▸ **Work item**:
Copy each entry below exactly as it reads.

▸ **Listed entries**:
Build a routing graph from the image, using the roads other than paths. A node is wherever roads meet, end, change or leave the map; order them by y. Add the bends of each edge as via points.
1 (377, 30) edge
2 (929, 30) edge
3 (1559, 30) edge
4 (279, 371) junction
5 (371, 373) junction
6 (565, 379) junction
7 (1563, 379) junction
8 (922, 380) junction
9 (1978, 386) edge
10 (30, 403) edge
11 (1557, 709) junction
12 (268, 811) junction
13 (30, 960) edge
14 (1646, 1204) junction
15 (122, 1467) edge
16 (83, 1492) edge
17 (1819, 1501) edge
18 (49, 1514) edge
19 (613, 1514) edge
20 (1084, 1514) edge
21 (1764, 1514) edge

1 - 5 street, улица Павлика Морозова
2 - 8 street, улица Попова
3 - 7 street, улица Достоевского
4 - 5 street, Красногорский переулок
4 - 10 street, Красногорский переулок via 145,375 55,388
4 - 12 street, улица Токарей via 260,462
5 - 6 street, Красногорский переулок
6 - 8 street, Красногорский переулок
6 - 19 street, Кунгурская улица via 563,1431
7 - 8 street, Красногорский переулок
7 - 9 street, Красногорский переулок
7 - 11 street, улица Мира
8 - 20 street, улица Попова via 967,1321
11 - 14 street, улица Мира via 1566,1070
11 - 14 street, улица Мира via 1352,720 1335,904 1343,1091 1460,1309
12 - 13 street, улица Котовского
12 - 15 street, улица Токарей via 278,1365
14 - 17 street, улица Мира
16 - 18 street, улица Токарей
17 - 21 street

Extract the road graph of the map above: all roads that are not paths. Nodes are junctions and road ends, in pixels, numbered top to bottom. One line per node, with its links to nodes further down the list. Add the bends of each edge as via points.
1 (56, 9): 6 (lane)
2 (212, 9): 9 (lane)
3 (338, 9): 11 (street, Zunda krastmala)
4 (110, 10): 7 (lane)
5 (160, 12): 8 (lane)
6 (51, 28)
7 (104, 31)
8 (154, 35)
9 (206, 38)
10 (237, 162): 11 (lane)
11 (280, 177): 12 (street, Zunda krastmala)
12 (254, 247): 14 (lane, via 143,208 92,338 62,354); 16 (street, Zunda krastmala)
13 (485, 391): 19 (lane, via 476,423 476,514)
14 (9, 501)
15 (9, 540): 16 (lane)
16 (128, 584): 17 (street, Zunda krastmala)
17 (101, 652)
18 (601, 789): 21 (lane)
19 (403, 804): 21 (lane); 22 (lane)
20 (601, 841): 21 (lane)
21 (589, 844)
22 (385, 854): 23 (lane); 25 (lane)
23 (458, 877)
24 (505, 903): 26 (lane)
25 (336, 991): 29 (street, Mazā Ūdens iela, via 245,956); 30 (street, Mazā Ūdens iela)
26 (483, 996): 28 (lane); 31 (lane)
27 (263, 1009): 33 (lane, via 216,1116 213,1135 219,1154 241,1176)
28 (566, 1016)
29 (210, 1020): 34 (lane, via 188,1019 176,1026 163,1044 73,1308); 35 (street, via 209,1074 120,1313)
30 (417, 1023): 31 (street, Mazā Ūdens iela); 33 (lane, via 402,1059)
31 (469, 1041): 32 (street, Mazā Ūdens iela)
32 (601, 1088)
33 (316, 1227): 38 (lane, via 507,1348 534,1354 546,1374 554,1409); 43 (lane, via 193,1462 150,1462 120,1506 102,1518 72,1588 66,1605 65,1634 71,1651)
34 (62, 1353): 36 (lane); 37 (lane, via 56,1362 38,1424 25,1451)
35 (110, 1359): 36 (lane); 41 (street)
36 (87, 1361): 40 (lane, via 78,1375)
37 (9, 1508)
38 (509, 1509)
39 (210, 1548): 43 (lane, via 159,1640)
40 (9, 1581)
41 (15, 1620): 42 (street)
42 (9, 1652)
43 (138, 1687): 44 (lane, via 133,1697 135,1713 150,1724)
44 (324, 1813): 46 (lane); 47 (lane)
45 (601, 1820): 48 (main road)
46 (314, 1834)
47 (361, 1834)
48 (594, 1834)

▸ **Solution for this task**:
Build a routing graph from the image, using the roads other than paths. A node is wherever roads meet, end, change or leave the map; order them by y. Add the bends of each edge as via points.
1 (377, 30) edge
2 (929, 30) edge
3 (1559, 30) edge
4 (279, 371) junction
5 (371, 373) junction
6 (565, 379) junction
7 (1563, 379) junction
8 (922, 380) junction
9 (1978, 386) edge
10 (30, 403) edge
11 (1557, 709) junction
12 (268, 811) junction
13 (30, 960) edge
14 (1646, 1204) junction
15 (122, 1467) edge
16 (83, 1492) edge
17 (1819, 1501) edge
18 (49, 1514) edge
19 (613, 1514) edge
20 (1084, 1514) edge
21 (1764, 1514) edge

1 - 5 street, улица Павлика Морозова
2 - 8 street, улица Попова
3 - 7 street, улица Достоевского
4 - 5 street, Красногорский переулок
4 - 10 street, Красногорский переулок via 145,375 55,388
4 - 12 street, улица Токарей via 260,462
5 - 6 street, Красногорский переулок
6 - 8 street, Красногорский переулок
6 - 19 street, Кунгурская улица via 563,1431
7 - 8 street, Красногорский переулок
7 - 9 street, Красногорский переулок
7 - 11 street, улица Мира
8 - 20 street, улица Попова via 967,1321
11 - 14 street, улица Мира via 1566,1070
11 - 14 street, улица Мира via 1352,720 1335,904 1343,1091 1460,1309
12 - 13 street, улица Котовского
12 - 15 street, улица Токарей via 278,1365
14 - 17 street, улица Мира
16 - 18 street, улица Токарей
17 - 21 street

Extract the road graph of the map above: all roads that are not paths. Nodes are junctions and road ends, in pixels, numbered top to bottom. One line per node, with its links to nodes further down the list. Add the bends of each edge as via points.
1 (56, 9): 6 (lane)
2 (212, 9): 9 (lane)
3 (338, 9): 11 (street, Zunda krastmala)
4 (110, 10): 7 (lane)
5 (160, 12): 8 (lane)
6 (51, 28)
7 (104, 31)
8 (154, 35)
9 (206, 38)
10 (237, 162): 11 (lane)
11 (280, 177): 12 (street, Zunda krastmala)
12 (254, 247): 14 (lane, via 143,208 92,338 62,354); 16 (street, Zunda krastmala)
13 (485, 391): 19 (lane, via 476,423 476,514)
14 (9, 501)
15 (9, 540): 16 (lane)
16 (128, 584): 17 (street, Zunda krastmala)
17 (101, 652)
18 (601, 789): 21 (lane)
19 (403, 804): 21 (lane); 22 (lane)
20 (601, 841): 21 (lane)
21 (589, 844)
22 (385, 854): 23 (lane); 25 (lane)
23 (458, 877)
24 (505, 903): 26 (lane)
25 (336, 991): 29 (street, Mazā Ūdens iela, via 245,956); 30 (street, Mazā Ūdens iela)
26 (483, 996): 28 (lane); 31 (lane)
27 (263, 1009): 33 (lane, via 216,1116 213,1135 219,1154 241,1176)
28 (566, 1016)
29 (210, 1020): 34 (lane, via 188,1019 176,1026 163,1044 73,1308); 35 (street, via 209,1074 120,1313)
30 (417, 1023): 31 (street, Mazā Ūdens iela); 33 (lane, via 402,1059)
31 (469, 1041): 32 (street, Mazā Ūdens iela)
32 (601, 1088)
33 (316, 1227): 38 (lane, via 507,1348 534,1354 546,1374 554,1409); 43 (lane, via 193,1462 150,1462 120,1506 102,1518 72,1588 66,1605 65,1634 71,1651)
34 (62, 1353): 36 (lane); 37 (lane, via 56,1362 38,1424 25,1451)
35 (110, 1359): 36 (lane); 41 (street)
36 (87, 1361): 40 (lane, via 78,1375)
37 (9, 1508)
38 (509, 1509)
39 (210, 1548): 43 (lane, via 159,1640)
40 (9, 1581)
41 (15, 1620): 42 (street)
42 (9, 1652)
43 (138, 1687): 44 (lane, via 133,1697 135,1713 150,1724)
44 (324, 1813): 46 (lane); 47 (lane)
45 (601, 1820): 48 (main road)
46 (314, 1834)
47 (361, 1834)
48 (594, 1834)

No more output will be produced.